I didn't find any of the existing solutions fitting - simple HTML emails to simple plain text files.

I've opened up this repository, hope it helps someone. MIT license, by the way :)

https://github.com/RobQuistNL/SimpleHtmlToText

Example:

$myHtml = '<b>This is HTML</b><h1>Header</h1><br/><br/>Newlines';
echo (new Parser())->parseString($myHtml);

returns:

**This is HTML**
### Header ###




Newlines

I came around the same problem as the OP, and trying some solutions from the top answers above didn't prove to work for my scenarios.

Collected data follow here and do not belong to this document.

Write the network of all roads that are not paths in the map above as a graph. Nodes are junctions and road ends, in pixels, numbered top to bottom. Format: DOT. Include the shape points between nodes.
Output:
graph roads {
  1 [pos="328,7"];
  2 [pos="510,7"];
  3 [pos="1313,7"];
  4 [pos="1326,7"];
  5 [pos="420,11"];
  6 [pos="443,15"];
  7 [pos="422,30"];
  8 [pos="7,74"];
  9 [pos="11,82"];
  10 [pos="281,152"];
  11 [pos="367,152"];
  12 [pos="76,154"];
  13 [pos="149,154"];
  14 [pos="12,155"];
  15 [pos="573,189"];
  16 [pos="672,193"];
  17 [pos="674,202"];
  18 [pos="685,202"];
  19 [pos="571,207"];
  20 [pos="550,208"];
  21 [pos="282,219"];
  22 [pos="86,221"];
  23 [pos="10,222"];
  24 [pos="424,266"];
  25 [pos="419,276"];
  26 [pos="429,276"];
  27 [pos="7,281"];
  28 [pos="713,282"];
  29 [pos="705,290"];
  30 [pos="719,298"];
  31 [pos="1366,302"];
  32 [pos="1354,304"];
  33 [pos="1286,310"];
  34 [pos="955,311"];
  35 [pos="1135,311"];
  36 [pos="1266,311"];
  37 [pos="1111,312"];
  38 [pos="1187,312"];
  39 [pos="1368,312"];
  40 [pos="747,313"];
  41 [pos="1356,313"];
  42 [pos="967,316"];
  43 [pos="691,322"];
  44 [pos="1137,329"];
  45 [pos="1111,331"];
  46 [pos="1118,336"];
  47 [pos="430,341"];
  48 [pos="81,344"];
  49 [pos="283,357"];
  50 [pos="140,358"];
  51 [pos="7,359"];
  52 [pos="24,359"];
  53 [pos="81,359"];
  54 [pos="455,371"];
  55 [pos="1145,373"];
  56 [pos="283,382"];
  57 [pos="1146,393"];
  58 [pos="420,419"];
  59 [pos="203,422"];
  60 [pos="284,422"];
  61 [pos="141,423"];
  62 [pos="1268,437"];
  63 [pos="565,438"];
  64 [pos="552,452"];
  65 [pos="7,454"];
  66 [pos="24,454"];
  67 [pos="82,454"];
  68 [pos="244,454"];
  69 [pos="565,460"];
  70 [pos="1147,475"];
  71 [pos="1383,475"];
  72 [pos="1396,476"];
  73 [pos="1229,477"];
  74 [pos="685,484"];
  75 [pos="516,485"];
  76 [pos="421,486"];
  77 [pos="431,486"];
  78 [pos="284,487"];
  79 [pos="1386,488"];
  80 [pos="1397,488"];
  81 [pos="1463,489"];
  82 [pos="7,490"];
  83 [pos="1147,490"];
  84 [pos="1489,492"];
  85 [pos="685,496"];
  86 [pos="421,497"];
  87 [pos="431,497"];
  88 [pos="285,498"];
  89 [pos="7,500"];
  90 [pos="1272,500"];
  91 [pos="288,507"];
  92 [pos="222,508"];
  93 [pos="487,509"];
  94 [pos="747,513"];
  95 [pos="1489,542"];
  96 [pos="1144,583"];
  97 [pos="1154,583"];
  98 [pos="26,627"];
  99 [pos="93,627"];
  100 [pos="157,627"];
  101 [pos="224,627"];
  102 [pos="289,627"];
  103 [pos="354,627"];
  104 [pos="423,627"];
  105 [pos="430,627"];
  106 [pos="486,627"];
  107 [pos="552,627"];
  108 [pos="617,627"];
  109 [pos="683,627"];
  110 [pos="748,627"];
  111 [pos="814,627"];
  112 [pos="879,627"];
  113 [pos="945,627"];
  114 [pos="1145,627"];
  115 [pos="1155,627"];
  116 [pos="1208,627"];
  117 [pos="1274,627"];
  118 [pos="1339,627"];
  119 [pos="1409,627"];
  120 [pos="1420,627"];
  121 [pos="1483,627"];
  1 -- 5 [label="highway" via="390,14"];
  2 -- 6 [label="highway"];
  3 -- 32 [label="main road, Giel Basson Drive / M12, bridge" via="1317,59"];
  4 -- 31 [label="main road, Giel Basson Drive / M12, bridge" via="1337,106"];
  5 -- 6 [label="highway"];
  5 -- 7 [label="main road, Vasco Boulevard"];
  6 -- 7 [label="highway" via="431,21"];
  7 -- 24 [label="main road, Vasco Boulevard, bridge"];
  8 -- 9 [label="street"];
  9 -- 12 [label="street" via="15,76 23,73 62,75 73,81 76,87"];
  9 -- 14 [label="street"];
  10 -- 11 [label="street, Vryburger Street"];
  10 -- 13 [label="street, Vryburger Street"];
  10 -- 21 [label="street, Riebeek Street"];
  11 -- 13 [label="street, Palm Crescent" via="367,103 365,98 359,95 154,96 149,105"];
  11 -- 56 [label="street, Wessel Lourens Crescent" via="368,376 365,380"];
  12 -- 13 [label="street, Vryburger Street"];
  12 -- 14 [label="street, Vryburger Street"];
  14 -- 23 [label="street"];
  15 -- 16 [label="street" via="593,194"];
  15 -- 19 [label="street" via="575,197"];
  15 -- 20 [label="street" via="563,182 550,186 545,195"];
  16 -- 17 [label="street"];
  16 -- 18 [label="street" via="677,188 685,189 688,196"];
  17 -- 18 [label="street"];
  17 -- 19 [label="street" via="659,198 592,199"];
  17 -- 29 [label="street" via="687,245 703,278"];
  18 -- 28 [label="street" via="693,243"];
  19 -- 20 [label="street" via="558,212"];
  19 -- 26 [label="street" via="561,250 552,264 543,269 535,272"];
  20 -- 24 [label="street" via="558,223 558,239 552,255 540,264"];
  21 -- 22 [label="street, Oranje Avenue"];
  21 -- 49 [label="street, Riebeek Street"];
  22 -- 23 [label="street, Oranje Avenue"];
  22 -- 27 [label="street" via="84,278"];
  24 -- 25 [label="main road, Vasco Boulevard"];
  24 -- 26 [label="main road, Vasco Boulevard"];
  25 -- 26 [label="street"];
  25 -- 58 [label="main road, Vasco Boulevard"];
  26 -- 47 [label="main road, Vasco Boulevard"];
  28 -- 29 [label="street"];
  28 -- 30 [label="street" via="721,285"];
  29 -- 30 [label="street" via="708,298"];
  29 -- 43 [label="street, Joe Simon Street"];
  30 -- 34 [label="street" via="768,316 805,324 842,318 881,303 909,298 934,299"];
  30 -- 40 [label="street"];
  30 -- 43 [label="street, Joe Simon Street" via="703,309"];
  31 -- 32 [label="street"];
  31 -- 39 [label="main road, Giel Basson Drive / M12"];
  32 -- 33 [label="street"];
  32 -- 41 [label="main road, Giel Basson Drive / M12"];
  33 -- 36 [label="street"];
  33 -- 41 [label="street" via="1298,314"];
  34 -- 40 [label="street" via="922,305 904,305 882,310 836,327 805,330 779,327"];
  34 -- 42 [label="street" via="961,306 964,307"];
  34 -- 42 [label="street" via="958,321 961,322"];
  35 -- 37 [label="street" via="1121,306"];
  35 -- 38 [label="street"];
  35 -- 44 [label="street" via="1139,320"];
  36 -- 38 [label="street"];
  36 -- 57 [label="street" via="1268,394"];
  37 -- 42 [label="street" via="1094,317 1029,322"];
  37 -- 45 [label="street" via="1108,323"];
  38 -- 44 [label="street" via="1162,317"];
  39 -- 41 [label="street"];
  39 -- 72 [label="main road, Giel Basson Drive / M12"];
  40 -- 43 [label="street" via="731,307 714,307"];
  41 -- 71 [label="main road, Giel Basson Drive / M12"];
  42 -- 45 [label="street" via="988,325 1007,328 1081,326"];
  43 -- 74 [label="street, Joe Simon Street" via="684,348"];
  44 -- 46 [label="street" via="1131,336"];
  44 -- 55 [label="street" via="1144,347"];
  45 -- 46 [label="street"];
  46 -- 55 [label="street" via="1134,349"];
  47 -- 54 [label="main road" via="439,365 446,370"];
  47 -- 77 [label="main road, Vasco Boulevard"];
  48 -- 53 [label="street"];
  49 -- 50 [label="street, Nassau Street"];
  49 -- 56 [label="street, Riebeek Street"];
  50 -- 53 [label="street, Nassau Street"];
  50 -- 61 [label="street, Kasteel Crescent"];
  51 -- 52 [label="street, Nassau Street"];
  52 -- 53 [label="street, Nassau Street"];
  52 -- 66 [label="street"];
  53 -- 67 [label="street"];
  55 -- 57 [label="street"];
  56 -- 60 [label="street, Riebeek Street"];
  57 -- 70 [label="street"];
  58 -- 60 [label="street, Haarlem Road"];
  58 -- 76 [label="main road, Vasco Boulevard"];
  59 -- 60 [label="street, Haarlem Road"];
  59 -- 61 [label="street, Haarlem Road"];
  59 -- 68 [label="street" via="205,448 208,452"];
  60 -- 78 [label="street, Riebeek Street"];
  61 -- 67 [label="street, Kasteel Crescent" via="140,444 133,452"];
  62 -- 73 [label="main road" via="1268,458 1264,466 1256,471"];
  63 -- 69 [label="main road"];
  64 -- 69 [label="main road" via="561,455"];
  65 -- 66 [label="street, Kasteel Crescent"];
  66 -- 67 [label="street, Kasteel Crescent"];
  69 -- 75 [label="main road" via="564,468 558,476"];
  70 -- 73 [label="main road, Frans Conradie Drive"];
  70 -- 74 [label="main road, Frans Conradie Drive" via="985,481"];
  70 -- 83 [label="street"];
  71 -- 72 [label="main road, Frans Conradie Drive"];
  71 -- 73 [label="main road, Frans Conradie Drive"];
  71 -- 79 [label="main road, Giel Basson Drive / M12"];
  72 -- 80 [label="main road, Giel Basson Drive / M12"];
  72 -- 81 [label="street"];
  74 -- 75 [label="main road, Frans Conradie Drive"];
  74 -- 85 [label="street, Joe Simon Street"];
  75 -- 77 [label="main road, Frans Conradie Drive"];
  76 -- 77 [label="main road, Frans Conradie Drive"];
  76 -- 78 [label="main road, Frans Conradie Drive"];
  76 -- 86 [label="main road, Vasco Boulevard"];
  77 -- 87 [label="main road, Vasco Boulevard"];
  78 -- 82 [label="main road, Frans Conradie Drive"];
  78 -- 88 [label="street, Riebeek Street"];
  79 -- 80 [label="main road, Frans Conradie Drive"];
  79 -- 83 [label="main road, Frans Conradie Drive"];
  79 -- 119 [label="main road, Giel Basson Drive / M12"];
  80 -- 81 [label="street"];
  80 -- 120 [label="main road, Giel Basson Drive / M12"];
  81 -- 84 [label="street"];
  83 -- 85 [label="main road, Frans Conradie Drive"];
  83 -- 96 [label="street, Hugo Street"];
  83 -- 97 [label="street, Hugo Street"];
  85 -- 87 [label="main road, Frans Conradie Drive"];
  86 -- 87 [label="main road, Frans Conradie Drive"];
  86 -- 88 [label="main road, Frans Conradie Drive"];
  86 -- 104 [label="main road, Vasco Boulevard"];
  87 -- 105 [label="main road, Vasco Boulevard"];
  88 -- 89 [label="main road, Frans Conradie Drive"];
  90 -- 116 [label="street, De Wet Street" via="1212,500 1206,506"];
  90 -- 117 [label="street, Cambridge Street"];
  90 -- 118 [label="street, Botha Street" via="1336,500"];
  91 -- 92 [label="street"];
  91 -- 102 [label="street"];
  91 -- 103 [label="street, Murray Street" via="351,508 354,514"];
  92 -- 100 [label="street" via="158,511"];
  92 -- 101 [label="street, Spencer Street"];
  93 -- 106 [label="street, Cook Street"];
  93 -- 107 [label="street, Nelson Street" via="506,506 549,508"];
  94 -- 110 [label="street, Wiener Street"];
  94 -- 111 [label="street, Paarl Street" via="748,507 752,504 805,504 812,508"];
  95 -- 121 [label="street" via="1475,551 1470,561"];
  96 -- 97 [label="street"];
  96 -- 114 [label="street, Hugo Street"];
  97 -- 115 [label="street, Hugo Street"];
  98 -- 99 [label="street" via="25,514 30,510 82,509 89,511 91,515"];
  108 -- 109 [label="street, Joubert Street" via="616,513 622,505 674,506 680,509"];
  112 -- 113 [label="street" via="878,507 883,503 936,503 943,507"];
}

See why at the end.

Instead, I found this helpful script, to avoid confusion let's call it html2text_roundcube, available under GPL:

It's actually an updated version of an already mentioned script - http://www.chuggnutt.com/html2text.php - updated by RoundCube mail.

Usage:

$h2t = new \Html2Text\Html2Text('Hello, &quot;<b>world</b>&quot;');
echo $h2t->getText(); // prints Hello, "WORLD"

Why html2text_roundcube proved better than the others:

  • Script http://www.chuggnutt.com/html2text.php didn't work out of the box for cases with special HTML codes/names (eg &auml;), or unpaired quotes (eg <p>25" Monitor</p>).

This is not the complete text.